Google, unsurprisingly, was also a great tool. It's simple to search for which plants grow in your zone, then pick those as you design your space. 

It's important, too, to consider the conditions you're growing in: Is it sunny or shady? This makes a big difference. Once you determine that, a quick search can help you decide which plants to pursue.

Big root in the way? Don't destroy it; it's there for a reason

A few plants from the old garden were still surviving, so rather than dig them out, we left them.

The roots weren't an issue while we edged, hoed and weeded. But when we went to plant, we found that the roots of a well-established bush and a small tree were more extensive than we had planned. 

I hacked one in half with a shovel, an error I hope won't kill the tree. It seems that we have been lucky so far – though according to Gardening Know How, an advice site for gardeners, cutting the roots can damage a tree. 

Most tree roots, called "feeder roots," exist 6 to 12 inches below the surface. To avoid them, it's best to dig small holes and move your location if you hit a root more than 2 inches in diameter, according to Gardening Know How. 

Don't fall in love with expensive plants

You want to make your newbie mistakes with discount-store flowers. 

When deciding what to plant, we researched our options at local flower shops and nurseries. The choices, while beautiful, were mostly expensive – and this project was, by all definitions of the word, an experiment, so not exactly the place to spend a ton of money.

We bought most of our plants from Walmart, which proved to be an economic choice. We bought two hydrangeas (my favorite flowering plant) of varying size, one for around $7 and the other around $14. Looking online, we had seen some hydrangeas that cost upwards of $40. 

The other flowers we purchased at Walmart were also very reasonably priced, so taking a sort-of shot-in-the-dark didn't seem like such a risk financially. 

Hydrangeas are my preferred flowering plant.
Hydrangeas are my preferred flowering plant.

Get your plants in the ground BEFORE you kill them

This one seems really obvious. But it wasn't.

A week after we purchased the plants, we left them sitting in potential locations around the garden without watering them. And then my mom served me a very "duh" moment in conversation about the garden: "Morgan, those are going to die soon if you don't plant them."

Give your plants some space to social distance

Looking at the garden after we gave each of our budding plants a home in the dirt, I felt a little disappointment. It didn't look like the lush shots I fantasized about on Instagram that featured flowers galore.

But that's not a bad thing because plants require space to grow. We chose mostly perennials; they're already growing, and next year, I expect they'll be larger. It's all right to have some wiggle room.

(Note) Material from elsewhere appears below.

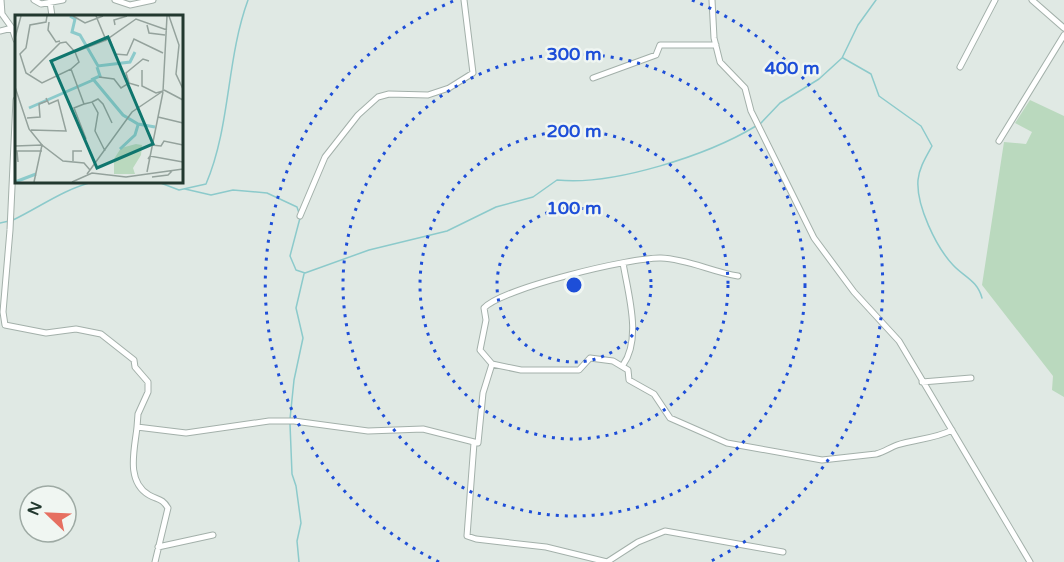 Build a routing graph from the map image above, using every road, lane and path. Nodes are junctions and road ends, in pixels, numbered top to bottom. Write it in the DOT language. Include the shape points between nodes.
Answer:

After planting two hydrangeas, we noticed they looked a little close and dug one up and moved it farther out.

Gardening Know How provides a breakdown for small, medium and large perennials and how much to space them out.

Things looked a lot better in the garden by late May.
Things looked a lot better in the garden by late May.

Google let you down? Ask a professional for help

I stopped in at a local florist, for cut daisies to put in a vase one day and noticed a small potted plant with pink flowers. 

I had no idea what it was. But it was pretty and bright, so I bought it. 

After admiring it for a few days, I decided it was time to plant it, but where? I didn't know what kind of habitat it needed since I didn't know what it was. I did some Googling with terms describing the plant but couldn't come up with an answer.

To find out, I took a very millennial route: Instagram. Pulling up Mar. Floral's account, I sent a direct message with a photo of the plant. I wanted to know what kind of plant it was and how to care for it.

Shortly after, I received an answer: It was an azalea, and it needed direct and indirect sunlight, which luckily, the garden space offered. It also likes water. 

Like any other project you embark upon with no experience going in, asking for help is always an option.